# What you should do
Although the entries contain pictures, the copy should hold only their exact text.

# Provided material
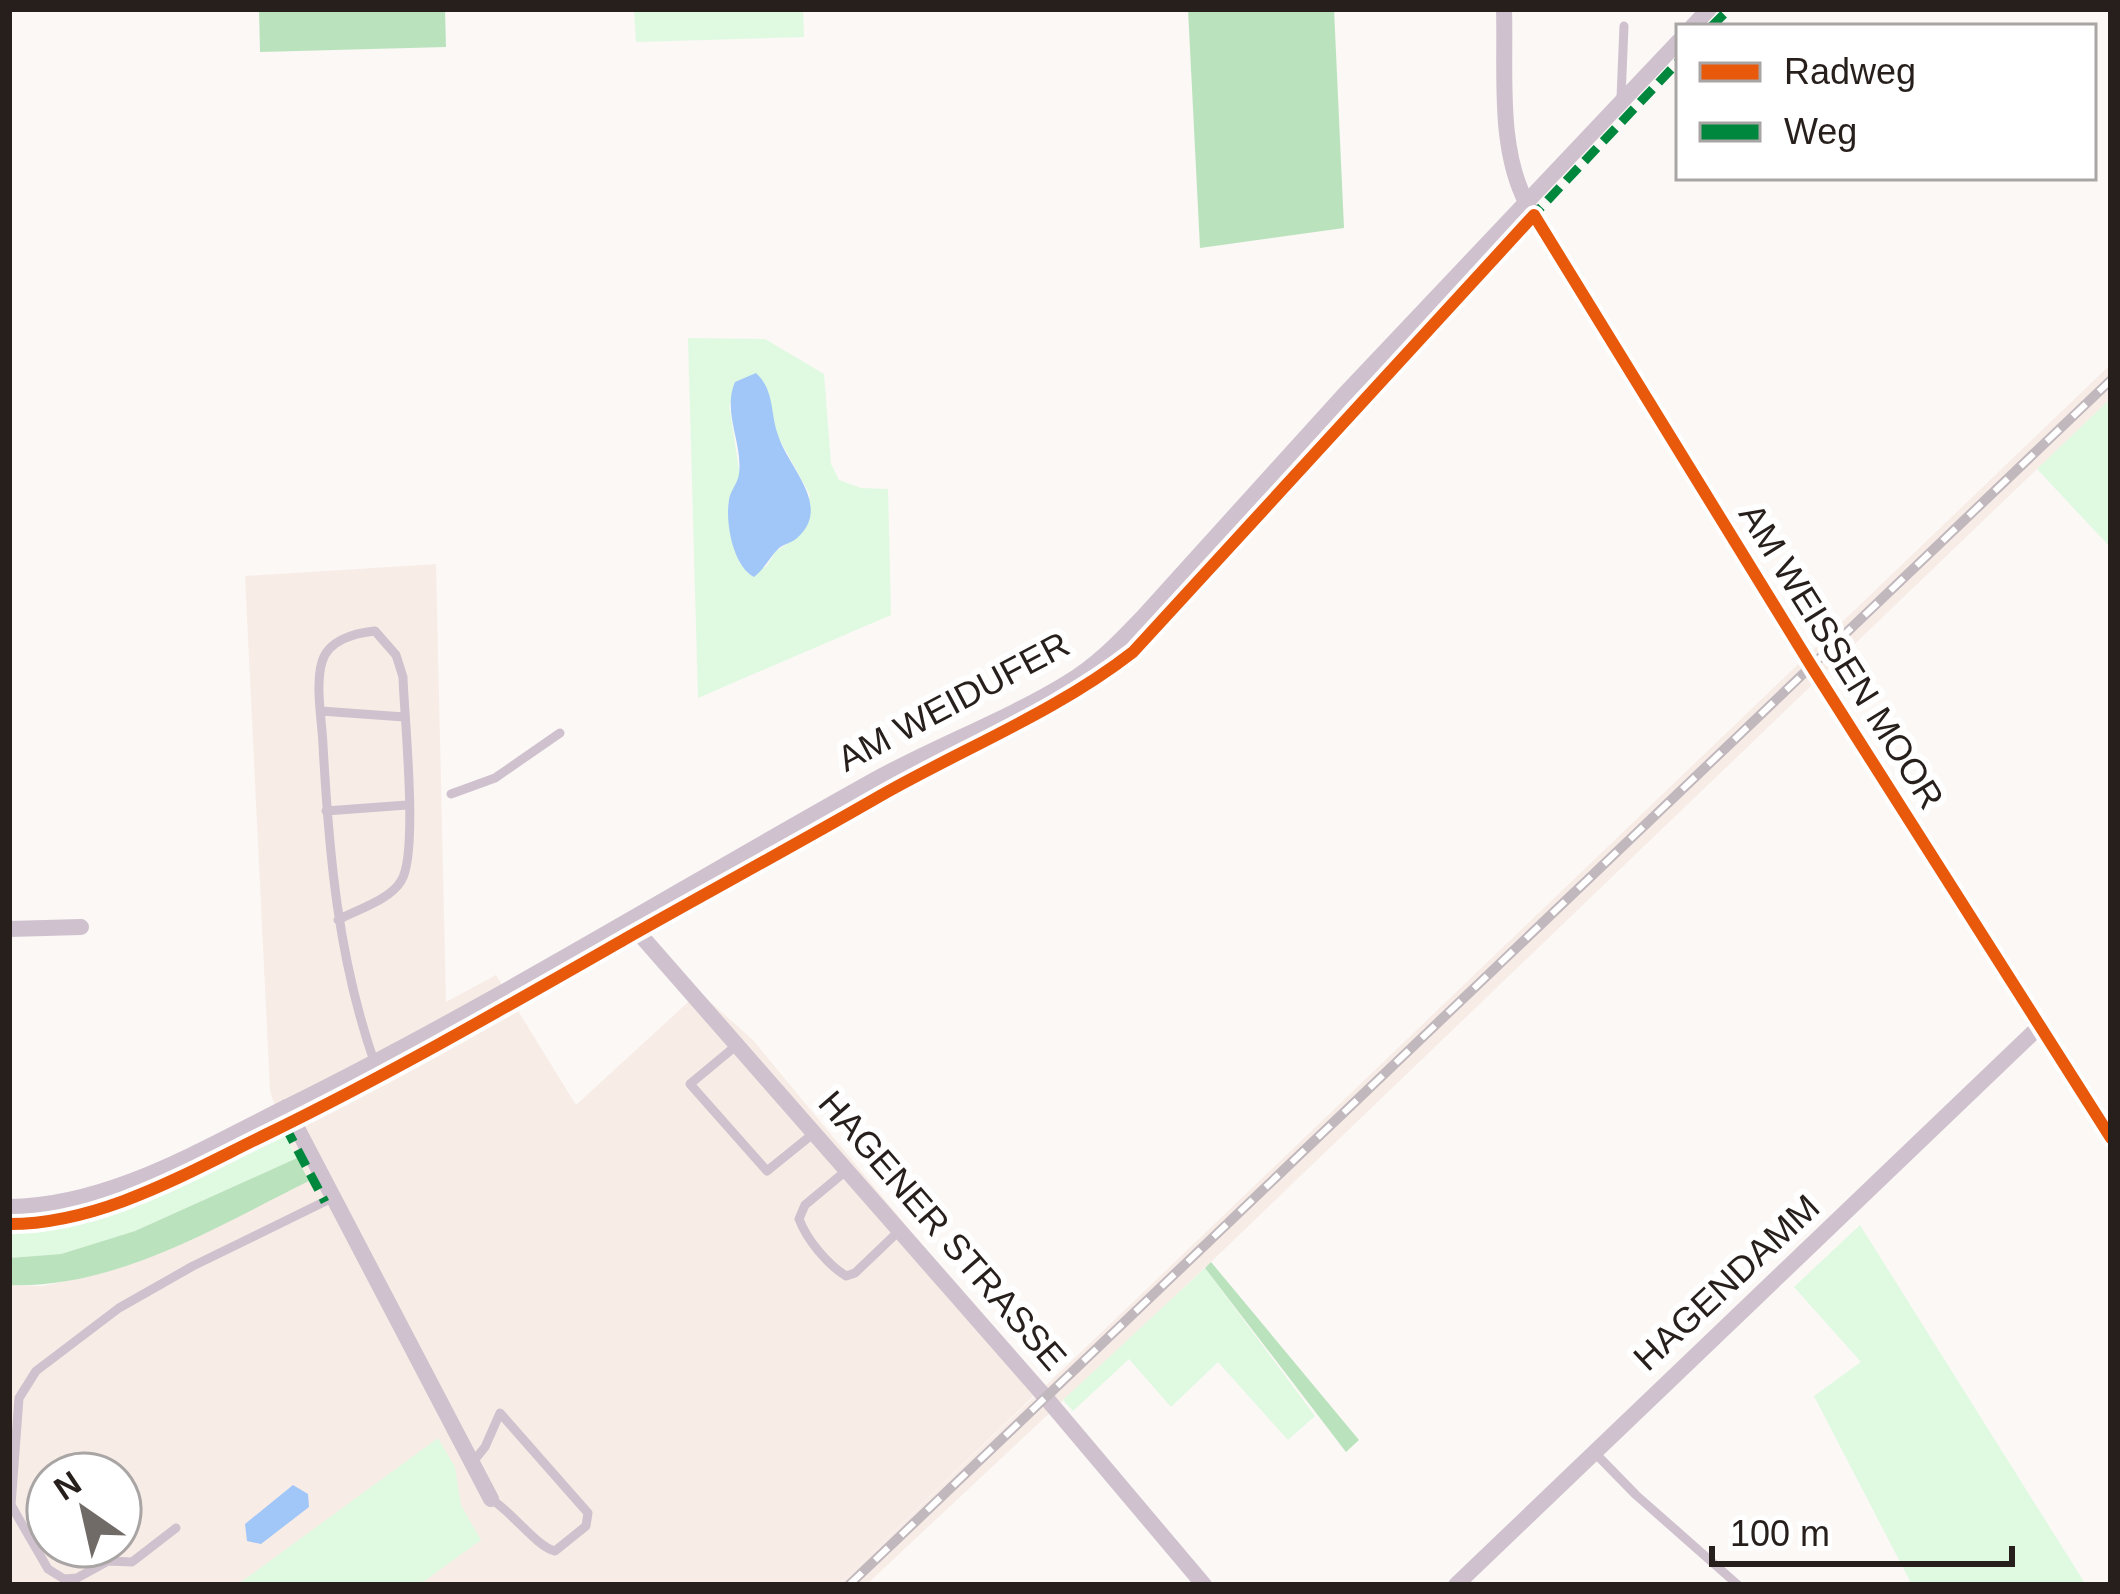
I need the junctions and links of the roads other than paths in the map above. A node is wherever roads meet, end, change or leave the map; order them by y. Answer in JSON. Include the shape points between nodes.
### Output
{"nodes":[{"id":1,"x":1504,"y":9,"type":"edge"},
{"id":2,"x":1624,"y":26,"type":"dead end"},
{"id":3,"x":1676,"y":44,"type":"edge"},
{"id":4,"x":1621,"y":103,"type":"junction"},
{"id":5,"x":1527,"y":204,"type":"junction"},
{"id":6,"x":321,"y":711,"type":"junction"},
{"id":7,"x":404,"y":717,"type":"junction"},
{"id":8,"x":560,"y":733,"type":"dead end"},
{"id":9,"x":451,"y":794,"type":"dead end"},
{"id":10,"x":407,"y":805,"type":"junction"},
{"id":11,"x":326,"y":811,"type":"junction"},
{"id":12,"x":338,"y":920,"type":"junction"},
{"id":13,"x":629,"y":922,"type":"junction"},
{"id":14,"x":81,"y":927,"type":"dead end"},
{"id":15,"x":9,"y":929,"type":"edge"},
{"id":16,"x":2040,"y":1026,"type":"junction"},
{"id":17,"x":737,"y":1045,"type":"junction"},
{"id":18,"x":375,"y":1064,"type":"junction"},
{"id":19,"x":286,"y":1107,"type":"junction"},
{"id":20,"x":2105,"y":1113,"type":"edge"},
{"id":21,"x":814,"y":1132,"type":"junction"},
{"id":22,"x":2111,"y":1138,"type":"edge"},
{"id":23,"x":847,"y":1170,"type":"junction"},
{"id":24,"x":334,"y":1197,"type":"junction"},
{"id":25,"x":9,"y":1207,"type":"edge"},
{"id":26,"x":900,"y":1231,"type":"junction"},
{"id":27,"x":1594,"y":1452,"type":"junction"},
{"id":28,"x":472,"y":1463,"type":"junction"},
{"id":29,"x":491,"y":1498,"type":"joint"},
{"id":30,"x":176,"y":1528,"type":"dead end"},
{"id":31,"x":1204,"y":1585,"type":"edge"},
{"id":32,"x":1456,"y":1585,"type":"edge"},
{"id":33,"x":1738,"y":1585,"type":"edge"}],
"edges":[{"from":1,"to":5,"type":"street","name":"AM WEISSEN MOOR","via":[[1509,151]]},
{"from":2,"to":4,"type":"lane"},
{"from":3,"to":4,"type":"street","name":"AM WEIDUFER"},
{"from":4,"to":5,"type":"street","name":"AM WEIDUFER"},
{"from":5,"to":13,"type":"street","name":"AM WEIDUFER","via":[[1108,653],[1066,684],[874,780]]},
{"from":5,"to":16,"type":"street","name":"AM WEISSEN MOOR"},
{"from":6,"to":7,"type":"lane"},
{"from":6,"to":7,"type":"lane","via":[[325,654],[357,632],[375,632],[396,655]]},
{"from":6,"to":11,"type":"lane"},
{"from":7,"to":10,"type":"lane"},
{"from":8,"to":9,"type":"lane","via":[[495,778]]},
{"from":10,"to":11,"type":"lane"},
{"from":10,"to":12,"type":"lane","via":[[410,854],[401,882]]},
{"from":11,"to":12,"type":"lane"},
{"from":12,"to":18,"type":"lane"},
{"from":13,"to":17,"type":"street","name":"HAGENER STRASSE"},
{"from":13,"to":18,"type":"street","name":"AM WEIDUFER"},
{"from":14,"to":15,"type":"street"},
{"from":16,"to":20,"type":"street","name":"AM WEISSEN MOOR"},
{"from":16,"to":27,"type":"street","name":"HAGENDAMM"},
{"from":17,"to":21,"type":"street","name":"HAGENER STRASSE"},
{"from":17,"to":21,"type":"lane","via":[[690,1084],[767,1171]]},
{"from":18,"to":19,"type":"street","name":"AM WEIDUFER"},
{"from":19,"to":24,"type":"street"},
{"from":19,"to":25,"type":"street","name":"AM WEIDUFER","via":[[131,1181],[62,1204]]},
{"from":20,"to":22,"type":"street","name":"AM WEISSEN MOOR"},
{"from":21,"to":23,"type":"street","name":"HAGENER STRASSE"},
{"from":23,"to":26,"type":"street","name":"HAGENER STRASSE"},
{"from":23,"to":26,"type":"lane","via":[[799,1219],[835,1269],[855,1273]]},
{"from":24,"to":28,"type":"street"},
{"from":24,"to":30,"type":"lane","via":[[119,1308],[36,1370],[20,1398],[11,1505],[48,1569],[64,1580],[108,1561],[132,1562]]},
{"from":26,"to":31,"type":"street","name":"HAGENER STRASSE"},
{"from":27,"to":32,"type":"street","name":"HAGENDAMM"},
{"from":27,"to":33,"type":"lane"},
{"from":28,"to":29,"type":"street"},
{"from":28,"to":29,"type":"lane","via":[[500,1412],[588,1513],[586,1526],[555,1551],[543,1549]]}]}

# Written solution
I need the junctions and links of the roads other than paths in the map above. A node is wherever roads meet, end, change or leave the map; order them by y. Answer in JSON. Include the shape points between nodes.
### Output
{"nodes":[{"id":1,"x":1504,"y":9,"type":"edge"},
{"id":2,"x":1624,"y":26,"type":"dead end"},
{"id":3,"x":1676,"y":44,"type":"edge"},
{"id":4,"x":1621,"y":103,"type":"junction"},
{"id":5,"x":1527,"y":204,"type":"junction"},
{"id":6,"x":321,"y":711,"type":"junction"},
{"id":7,"x":404,"y":717,"type":"junction"},
{"id":8,"x":560,"y":733,"type":"dead end"},
{"id":9,"x":451,"y":794,"type":"dead end"},
{"id":10,"x":407,"y":805,"type":"junction"},
{"id":11,"x":326,"y":811,"type":"junction"},
{"id":12,"x":338,"y":920,"type":"junction"},
{"id":13,"x":629,"y":922,"type":"junction"},
{"id":14,"x":81,"y":927,"type":"dead end"},
{"id":15,"x":9,"y":929,"type":"edge"},
{"id":16,"x":2040,"y":1026,"type":"junction"},
{"id":17,"x":737,"y":1045,"type":"junction"},
{"id":18,"x":375,"y":1064,"type":"junction"},
{"id":19,"x":286,"y":1107,"type":"junction"},
{"id":20,"x":2105,"y":1113,"type":"edge"},
{"id":21,"x":814,"y":1132,"type":"junction"},
{"id":22,"x":2111,"y":1138,"type":"edge"},
{"id":23,"x":847,"y":1170,"type":"junction"},
{"id":24,"x":334,"y":1197,"type":"junction"},
{"id":25,"x":9,"y":1207,"type":"edge"},
{"id":26,"x":900,"y":1231,"type":"junction"},
{"id":27,"x":1594,"y":1452,"type":"junction"},
{"id":28,"x":472,"y":1463,"type":"junction"},
{"id":29,"x":491,"y":1498,"type":"joint"},
{"id":30,"x":176,"y":1528,"type":"dead end"},
{"id":31,"x":1204,"y":1585,"type":"edge"},
{"id":32,"x":1456,"y":1585,"type":"edge"},
{"id":33,"x":1738,"y":1585,"type":"edge"}],
"edges":[{"from":1,"to":5,"type":"street","name":"AM WEISSEN MOOR","via":[[1509,151]]},
{"from":2,"to":4,"type":"lane"},
{"from":3,"to":4,"type":"street","name":"AM WEIDUFER"},
{"from":4,"to":5,"type":"street","name":"AM WEIDUFER"},
{"from":5,"to":13,"type":"street","name":"AM WEIDUFER","via":[[1108,653],[1066,684],[874,780]]},
{"from":5,"to":16,"type":"street","name":"AM WEISSEN MOOR"},
{"from":6,"to":7,"type":"lane"},
{"from":6,"to":7,"type":"lane","via":[[325,654],[357,632],[375,632],[396,655]]},
{"from":6,"to":11,"type":"lane"},
{"from":7,"to":10,"type":"lane"},
{"from":8,"to":9,"type":"lane","via":[[495,778]]},
{"from":10,"to":11,"type":"lane"},
{"from":10,"to":12,"type":"lane","via":[[410,854],[401,882]]},
{"from":11,"to":12,"type":"lane"},
{"from":12,"to":18,"type":"lane"},
{"from":13,"to":17,"type":"street","name":"HAGENER STRASSE"},
{"from":13,"to":18,"type":"street","name":"AM WEIDUFER"},
{"from":14,"to":15,"type":"street"},
{"from":16,"to":20,"type":"street","name":"AM WEISSEN MOOR"},
{"from":16,"to":27,"type":"street","name":"HAGENDAMM"},
{"from":17,"to":21,"type":"street","name":"HAGENER STRASSE"},
{"from":17,"to":21,"type":"lane","via":[[690,1084],[767,1171]]},
{"from":18,"to":19,"type":"street","name":"AM WEIDUFER"},
{"from":19,"to":24,"type":"street"},
{"from":19,"to":25,"type":"street","name":"AM WEIDUFER","via":[[131,1181],[62,1204]]},
{"from":20,"to":22,"type":"street","name":"AM WEISSEN MOOR"},
{"from":21,"to":23,"type":"street","name":"HAGENER STRASSE"},
{"from":23,"to":26,"type":"street","name":"HAGENER STRASSE"},
{"from":23,"to":26,"type":"lane","via":[[799,1219],[835,1269],[855,1273]]},
{"from":24,"to":28,"type":"street"},
{"from":24,"to":30,"type":"lane","via":[[119,1308],[36,1370],[20,1398],[11,1505],[48,1569],[64,1580],[108,1561],[132,1562]]},
{"from":26,"to":31,"type":"street","name":"HAGENER STRASSE"},
{"from":27,"to":32,"type":"street","name":"HAGENDAMM"},
{"from":27,"to":33,"type":"lane"},
{"from":28,"to":29,"type":"street"},
{"from":28,"to":29,"type":"lane","via":[[500,1412],[588,1513],[586,1526],[555,1551],[543,1549]]}]}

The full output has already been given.